(Saved entries)
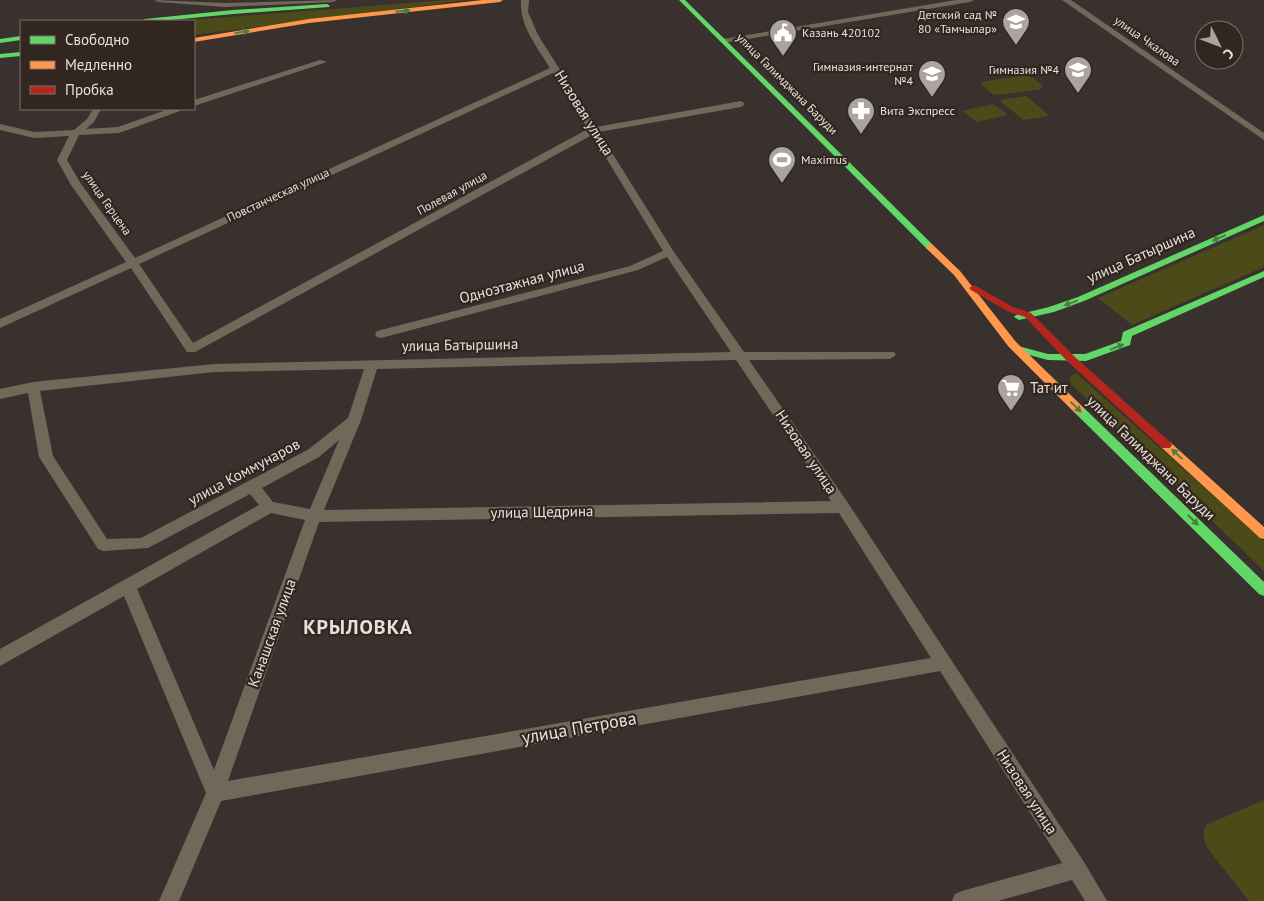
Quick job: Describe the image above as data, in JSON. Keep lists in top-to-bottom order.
{
  "streets": {
    "street": [
      "улица Чкалова",
      "улица Галимджана Баруди",
      "Низовая улица",
      "Полевая улица",
      "Повстанческая улица",
      "улица Герцена",
      "улица Батыршина",
      "Одноэтажная улица",
      "улица Коммунаров",
      "улица Щедрина",
      "Канашская улица",
      "улица Петрова"
    ]
  },
  "crossings": [
    ["улица Галимджана Баруди", "улица Батыршина"],
    ["Низовая улица", "Полевая улица"],
    ["Низовая улица", "Повстанческая улица"],
    ["Низовая улица", "улица Батыршина"],
    ["Низовая улица", "Одноэтажная улица"],
    ["Низовая улица", "улица Щедрина"],
    ["Низовая улица", "улица Петрова"],
    ["Полевая улица", "улица Герцена"],
    ["Повстанческая улица", "улица Герцена"],
    ["улица Батыршина", "улица Коммунаров"],
    ["улица Батыршина", "Канашская улица"],
    ["улица Коммунаров", "Канашская улица"],
    ["улица Щедрина", "Канашская улица"],
    ["Канашская улица", "улица Петрова"]
  ],
  "districts": ["КРЫЛОВКА"],
  "places": {
    "school or university": ["Детский сад № 80 «Тамчылар»", "Гимназия №4", "Гимназия-интернат №4"],
    "public building": ["Казань 420102"],
    "pharmacy": ["Вита Экспресс"],
    "sports": ["Maximus"],
    "supermarket": ["Тат ит"]
  },
  "legend": ["Свободно", "Медленно", "Пробка"],
  "north": "bottom right"
}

▸ **WORK TASK**
Could you return all lines from the data above that contain the string "Одноэтажная"?

▸ **RESULT OF THIS EXERCISE**
      "Одноэтажная улица",
    ["Низовая улица", "Одноэтажная улица"],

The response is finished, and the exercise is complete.